# ABOUT THIS TASK
Examine each line of the data, and copy the ones containing "Left".

# RECORD EXCERPTS
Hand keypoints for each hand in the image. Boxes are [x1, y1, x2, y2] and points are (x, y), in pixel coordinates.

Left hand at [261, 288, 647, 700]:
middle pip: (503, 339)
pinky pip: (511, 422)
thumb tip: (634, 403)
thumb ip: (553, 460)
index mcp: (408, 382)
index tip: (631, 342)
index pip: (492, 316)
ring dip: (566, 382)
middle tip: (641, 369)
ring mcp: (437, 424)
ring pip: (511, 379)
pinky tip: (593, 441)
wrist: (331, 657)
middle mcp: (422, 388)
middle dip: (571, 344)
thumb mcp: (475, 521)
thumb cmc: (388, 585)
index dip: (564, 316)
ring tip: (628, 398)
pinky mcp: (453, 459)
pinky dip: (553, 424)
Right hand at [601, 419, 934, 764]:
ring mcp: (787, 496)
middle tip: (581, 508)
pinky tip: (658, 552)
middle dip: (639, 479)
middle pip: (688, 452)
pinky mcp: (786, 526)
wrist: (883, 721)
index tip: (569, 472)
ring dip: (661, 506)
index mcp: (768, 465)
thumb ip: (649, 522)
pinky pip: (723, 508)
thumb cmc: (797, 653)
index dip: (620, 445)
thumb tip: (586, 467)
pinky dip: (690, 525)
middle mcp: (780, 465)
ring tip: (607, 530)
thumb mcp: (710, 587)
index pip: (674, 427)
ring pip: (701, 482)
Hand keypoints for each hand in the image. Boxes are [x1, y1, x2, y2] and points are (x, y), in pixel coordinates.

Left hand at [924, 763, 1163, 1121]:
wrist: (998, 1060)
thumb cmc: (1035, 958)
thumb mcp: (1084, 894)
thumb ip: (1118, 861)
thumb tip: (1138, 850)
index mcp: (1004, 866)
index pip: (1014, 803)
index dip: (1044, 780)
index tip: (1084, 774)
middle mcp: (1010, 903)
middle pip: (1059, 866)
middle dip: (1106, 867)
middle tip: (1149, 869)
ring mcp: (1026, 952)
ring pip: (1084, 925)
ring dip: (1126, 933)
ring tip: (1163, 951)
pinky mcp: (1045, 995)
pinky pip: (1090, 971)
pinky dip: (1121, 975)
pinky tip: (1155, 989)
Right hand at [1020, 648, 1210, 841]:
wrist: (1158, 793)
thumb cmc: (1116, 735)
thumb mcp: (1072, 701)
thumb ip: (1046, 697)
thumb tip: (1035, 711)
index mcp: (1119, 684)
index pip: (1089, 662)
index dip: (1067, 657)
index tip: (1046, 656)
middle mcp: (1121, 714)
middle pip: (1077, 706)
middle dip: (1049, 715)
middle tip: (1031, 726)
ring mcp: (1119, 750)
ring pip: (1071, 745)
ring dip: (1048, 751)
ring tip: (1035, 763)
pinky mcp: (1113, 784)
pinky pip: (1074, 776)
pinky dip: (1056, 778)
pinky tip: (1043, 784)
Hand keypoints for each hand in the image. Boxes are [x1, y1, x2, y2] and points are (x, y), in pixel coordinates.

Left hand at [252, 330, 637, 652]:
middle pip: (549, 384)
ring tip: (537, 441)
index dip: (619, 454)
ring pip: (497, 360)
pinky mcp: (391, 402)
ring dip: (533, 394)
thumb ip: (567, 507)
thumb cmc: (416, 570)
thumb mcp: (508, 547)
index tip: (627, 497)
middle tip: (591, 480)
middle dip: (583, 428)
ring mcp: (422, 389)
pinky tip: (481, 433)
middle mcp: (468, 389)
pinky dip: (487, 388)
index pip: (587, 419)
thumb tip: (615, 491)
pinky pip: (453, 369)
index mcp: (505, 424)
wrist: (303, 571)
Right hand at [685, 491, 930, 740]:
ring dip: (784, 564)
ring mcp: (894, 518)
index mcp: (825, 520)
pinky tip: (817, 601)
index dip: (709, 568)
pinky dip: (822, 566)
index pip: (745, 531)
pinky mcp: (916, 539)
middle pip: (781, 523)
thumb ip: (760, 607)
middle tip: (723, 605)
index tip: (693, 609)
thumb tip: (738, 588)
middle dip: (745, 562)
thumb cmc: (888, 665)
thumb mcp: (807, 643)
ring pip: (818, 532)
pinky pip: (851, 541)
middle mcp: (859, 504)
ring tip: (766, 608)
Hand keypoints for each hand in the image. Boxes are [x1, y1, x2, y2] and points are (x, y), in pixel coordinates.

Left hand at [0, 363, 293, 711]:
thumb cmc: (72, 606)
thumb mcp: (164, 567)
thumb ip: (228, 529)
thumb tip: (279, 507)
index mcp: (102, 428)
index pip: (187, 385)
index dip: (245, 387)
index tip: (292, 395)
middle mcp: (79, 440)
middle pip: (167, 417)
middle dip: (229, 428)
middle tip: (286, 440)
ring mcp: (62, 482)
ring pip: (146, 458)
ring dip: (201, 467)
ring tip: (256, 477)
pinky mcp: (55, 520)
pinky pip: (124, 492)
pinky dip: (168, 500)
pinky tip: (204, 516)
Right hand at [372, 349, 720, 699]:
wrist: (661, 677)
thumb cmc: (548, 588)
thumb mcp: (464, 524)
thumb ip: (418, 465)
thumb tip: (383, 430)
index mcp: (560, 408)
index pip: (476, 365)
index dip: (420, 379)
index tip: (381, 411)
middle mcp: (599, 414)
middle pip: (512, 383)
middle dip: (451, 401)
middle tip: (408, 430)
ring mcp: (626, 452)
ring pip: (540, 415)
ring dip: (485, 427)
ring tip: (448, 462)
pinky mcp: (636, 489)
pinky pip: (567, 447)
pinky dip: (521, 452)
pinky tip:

# ANSWER
Left hand at [261, 288, 647, 700]:
Left hand at [924, 763, 1163, 1121]:
Left hand at [252, 330, 637, 652]:
Left hand at [0, 363, 293, 711]:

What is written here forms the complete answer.